Elini kızın dizlerinin arkasına koyarak onu zorlanmadan kucağına aldı. Tuğçe birkaç saniye önce tanıştığı birine güvenmemesi gerektiğini bilirdi eğer şu an beyni düzgün çalışıyor olsaydı. Çaresizlik onu bu raddeye getirmişti. Sarışın çocuğun, güzel kokusu ve sıcaklığıyla soğuktan kaskatı olmuş bedeni yumuşadı. Genç adam hızlı ama güçlü adımlarla ters tarafa doğru yürümeye başladı. Birkaç sokak yürüdükten sonra bej rengi bir apartmanın demir kapısını, sol omzuyla iterek açmaya çalıştı fakat kapı ağırdı. Kaşlarını çattı.
“Iıı… şey, yardım edebilir misin?”dedi mahcup bir şekilde.
Tuğçe başını kaldırıp demir kapıya baktı. Ardından gözlerini çocuğa çevirdi. Alt dudağını hafifçe sarkıtmıştı ve biraz utanmış görünüyordu. Tuğçe bir gün sonra ilk kez yavaşça gülümsedi.
Genç adam, omzuyla kapıyı iterken Tuğçe’de ayağıyla ittirdi. Ve el birliği ile kapıyı ittiler. Genç adamın asansöre yönelmesiyle Tuğçe aniden gerildi.
“Ne oldu?”Mavi gözlerine merak yerleşmişti.
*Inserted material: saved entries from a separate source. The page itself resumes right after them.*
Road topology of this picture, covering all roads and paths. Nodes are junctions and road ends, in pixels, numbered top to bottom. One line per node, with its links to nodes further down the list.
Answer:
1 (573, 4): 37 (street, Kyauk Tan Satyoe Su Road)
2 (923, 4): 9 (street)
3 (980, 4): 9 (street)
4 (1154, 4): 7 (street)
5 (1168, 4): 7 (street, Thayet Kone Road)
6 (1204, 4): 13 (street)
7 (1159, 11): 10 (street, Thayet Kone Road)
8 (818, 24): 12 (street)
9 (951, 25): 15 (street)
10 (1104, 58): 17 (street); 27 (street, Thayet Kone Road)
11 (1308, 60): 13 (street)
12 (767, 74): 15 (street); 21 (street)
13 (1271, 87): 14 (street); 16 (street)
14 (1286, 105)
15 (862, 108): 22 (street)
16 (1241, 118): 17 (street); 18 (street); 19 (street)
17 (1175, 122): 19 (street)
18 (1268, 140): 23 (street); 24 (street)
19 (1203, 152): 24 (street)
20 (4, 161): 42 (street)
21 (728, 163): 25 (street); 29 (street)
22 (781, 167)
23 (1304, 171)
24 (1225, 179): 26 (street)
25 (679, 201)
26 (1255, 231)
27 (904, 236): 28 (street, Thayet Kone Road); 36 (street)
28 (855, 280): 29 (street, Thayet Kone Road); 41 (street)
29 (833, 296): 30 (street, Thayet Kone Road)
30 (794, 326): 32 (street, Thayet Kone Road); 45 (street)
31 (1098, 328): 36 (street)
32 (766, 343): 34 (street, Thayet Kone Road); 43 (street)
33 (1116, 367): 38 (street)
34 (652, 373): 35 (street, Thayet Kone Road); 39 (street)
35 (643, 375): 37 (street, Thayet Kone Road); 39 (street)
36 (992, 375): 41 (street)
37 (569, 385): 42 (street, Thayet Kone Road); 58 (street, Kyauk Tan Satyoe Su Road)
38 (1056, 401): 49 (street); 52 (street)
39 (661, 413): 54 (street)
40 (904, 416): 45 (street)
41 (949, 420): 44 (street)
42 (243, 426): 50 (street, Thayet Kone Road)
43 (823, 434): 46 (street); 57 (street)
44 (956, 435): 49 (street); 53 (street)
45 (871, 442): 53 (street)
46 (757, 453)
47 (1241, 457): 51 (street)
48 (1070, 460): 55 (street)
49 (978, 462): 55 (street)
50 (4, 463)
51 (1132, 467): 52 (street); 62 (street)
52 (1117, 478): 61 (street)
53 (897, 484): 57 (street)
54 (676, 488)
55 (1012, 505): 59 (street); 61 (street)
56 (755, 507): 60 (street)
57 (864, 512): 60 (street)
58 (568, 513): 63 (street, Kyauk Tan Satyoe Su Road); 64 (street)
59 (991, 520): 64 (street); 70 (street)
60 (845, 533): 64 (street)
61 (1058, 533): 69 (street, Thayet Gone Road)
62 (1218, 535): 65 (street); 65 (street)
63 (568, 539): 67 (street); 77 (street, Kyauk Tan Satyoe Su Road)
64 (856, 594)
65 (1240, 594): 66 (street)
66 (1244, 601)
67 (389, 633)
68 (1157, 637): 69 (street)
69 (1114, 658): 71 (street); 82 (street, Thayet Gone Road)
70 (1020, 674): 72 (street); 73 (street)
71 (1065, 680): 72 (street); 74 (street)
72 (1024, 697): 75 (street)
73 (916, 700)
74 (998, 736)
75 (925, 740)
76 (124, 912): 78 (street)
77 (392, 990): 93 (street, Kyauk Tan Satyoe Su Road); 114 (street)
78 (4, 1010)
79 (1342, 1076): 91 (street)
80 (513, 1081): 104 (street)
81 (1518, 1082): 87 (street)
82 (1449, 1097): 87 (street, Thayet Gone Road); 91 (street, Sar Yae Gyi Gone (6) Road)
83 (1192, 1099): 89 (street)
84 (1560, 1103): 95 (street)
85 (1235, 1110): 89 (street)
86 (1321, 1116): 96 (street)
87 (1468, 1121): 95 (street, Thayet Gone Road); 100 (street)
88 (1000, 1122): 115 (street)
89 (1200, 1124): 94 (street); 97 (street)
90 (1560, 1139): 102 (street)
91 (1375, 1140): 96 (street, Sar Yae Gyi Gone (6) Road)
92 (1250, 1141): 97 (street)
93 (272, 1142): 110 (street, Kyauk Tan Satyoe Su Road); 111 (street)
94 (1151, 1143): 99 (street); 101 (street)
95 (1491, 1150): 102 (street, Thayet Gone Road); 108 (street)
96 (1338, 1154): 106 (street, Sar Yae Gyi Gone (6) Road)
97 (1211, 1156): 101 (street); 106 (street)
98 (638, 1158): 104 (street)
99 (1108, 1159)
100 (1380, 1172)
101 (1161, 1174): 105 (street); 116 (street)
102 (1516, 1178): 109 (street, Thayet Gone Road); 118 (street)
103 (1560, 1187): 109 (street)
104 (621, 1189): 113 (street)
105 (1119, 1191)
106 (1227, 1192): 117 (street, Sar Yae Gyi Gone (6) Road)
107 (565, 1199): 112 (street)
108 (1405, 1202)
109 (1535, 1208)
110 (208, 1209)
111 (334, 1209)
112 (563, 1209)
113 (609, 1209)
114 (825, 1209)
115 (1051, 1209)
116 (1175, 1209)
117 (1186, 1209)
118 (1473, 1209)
“Asansöre binmesek olmaz mı?”Bugün çok fazla kapalı alana hapsedilmişti ve buna daha fazla katlanabileceğini sanmıyordu.
“Yani, daha çabuk evime ulaşırız diye düşünmüştüm. Yedinci kat biraz…yüksek, ama eğer istiyorsan-…”Tereddüt etmeden merdivenlere yöneldi.
Tuğçe çocuğun kolunu sıktı.”Sanırım, merdivenler bu durumda pek iyi bir fikir değil.”
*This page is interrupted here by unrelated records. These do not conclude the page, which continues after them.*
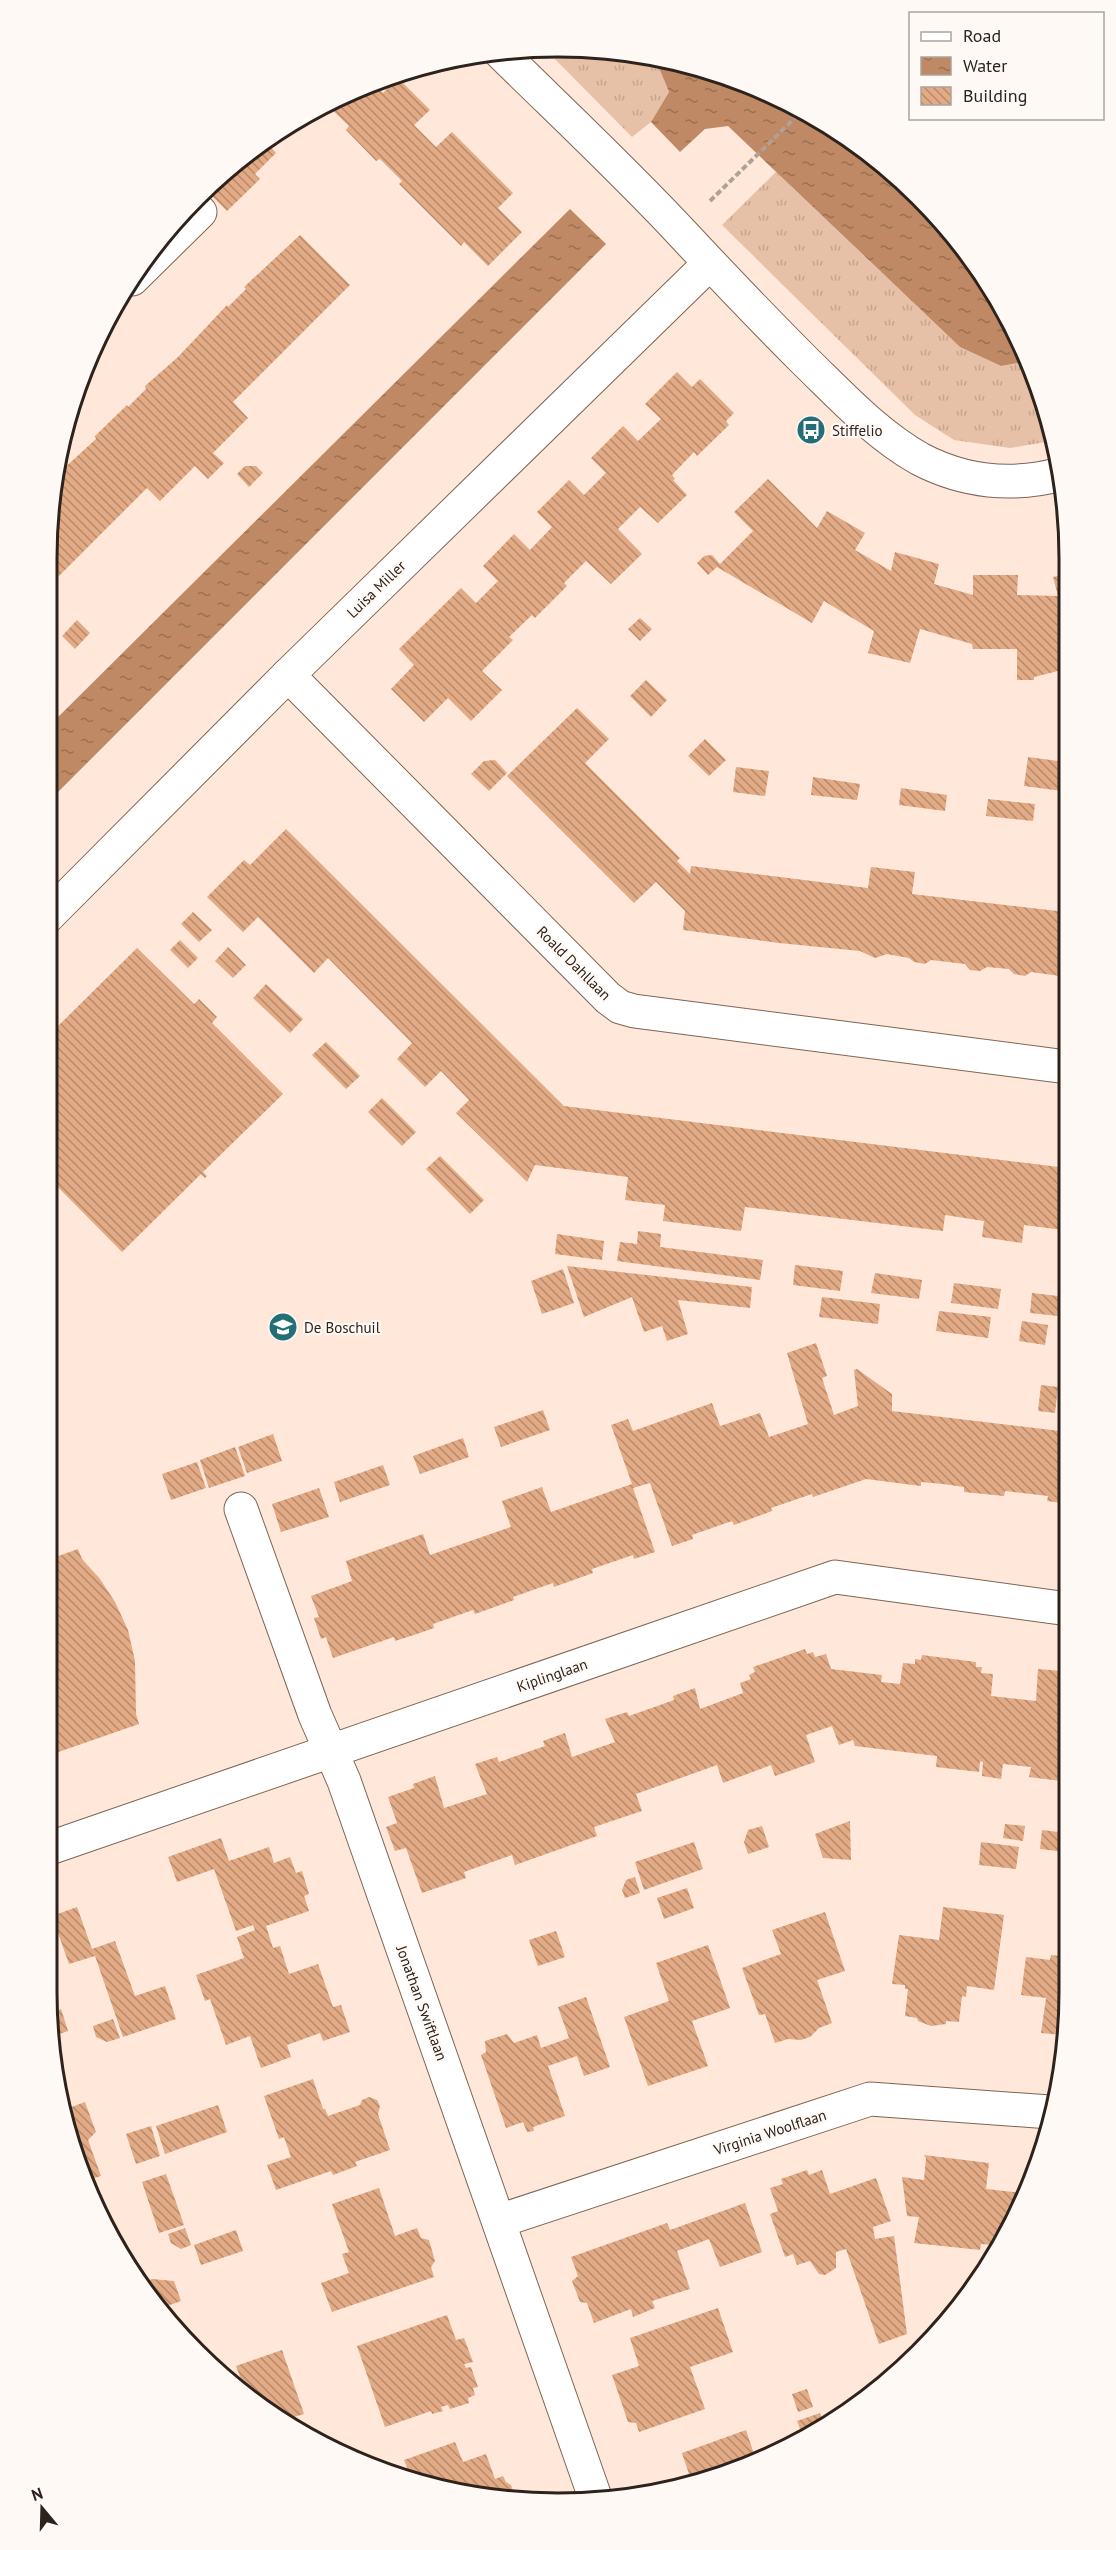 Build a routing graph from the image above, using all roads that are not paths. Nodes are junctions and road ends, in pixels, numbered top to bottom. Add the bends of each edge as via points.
1 (508, 60) edge
2 (200, 212) dead end
3 (171, 241) edge
4 (709, 264) junction
5 (1052, 476) edge
6 (288, 675) junction
7 (57, 906) edge
8 (1059, 1066) edge
9 (241, 1509) dead end
10 (1059, 1608) edge
11 (330, 1752) junction
12 (57, 1845) edge
13 (1044, 2112) edge
14 (499, 2220) junction
15 (593, 2492) edge

1 - 4 street
2 - 3 street
4 - 5 street via 843,399 920,459 951,472 990,481 1015,482
4 - 6 street, Luisa Miller
6 - 7 street, Luisa Miller
6 - 8 street, Roald Dahllaan via 620,1007
9 - 11 street, Jonathan Swiftlaan
10 - 11 street, Kiplinglaan via 834,1577
11 - 12 street, Kiplinglaan
11 - 14 street, Jonathan Swiftlaan via 344,1780
13 - 14 street, Virginia Woolflaan via 870,2099
14 - 15 street, Jonathan Swiftlaan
“Korkuyorsan sorun değil. Ayaklarıma acımana gerek yok. Ben güçlü bir adamım.”Sesinde kendini beğenmiş bir ton, yüzünde kibirli bir gülümseme vardı.
Tuğçe yan gözle çocuğun kaslı kollarına bakarak “Belli oluyor.”diye mırıldandı.
“Bir şey mi dedin?”dedi sarışın çocuk kaşlarını çatarak.
“Hayır…”
Genç adam, asansörün düğmesine basıp metal kapının yana kayarak açılmasını sağladı. Asansörün içine girdiğinde yedinci kat düğmesine bastı.
ŞİMDİ OKUDUĞUN
Avcı|Tehlikeli Ruhlar Serisi 1|
RomantikAvcı, uçurumun esaretini de gördü, gökyüzünün özgürlüğünü de... Avcı, acıyı da tattı, çaresizliği de... Dünya'nın ona öğrettiği tek şey adaletsizlik Ve bulduğu tek çözüm, her şeye rağmen hayatta kalmak Yemini, bir daha asla güçsüz olmamak Amacına ul...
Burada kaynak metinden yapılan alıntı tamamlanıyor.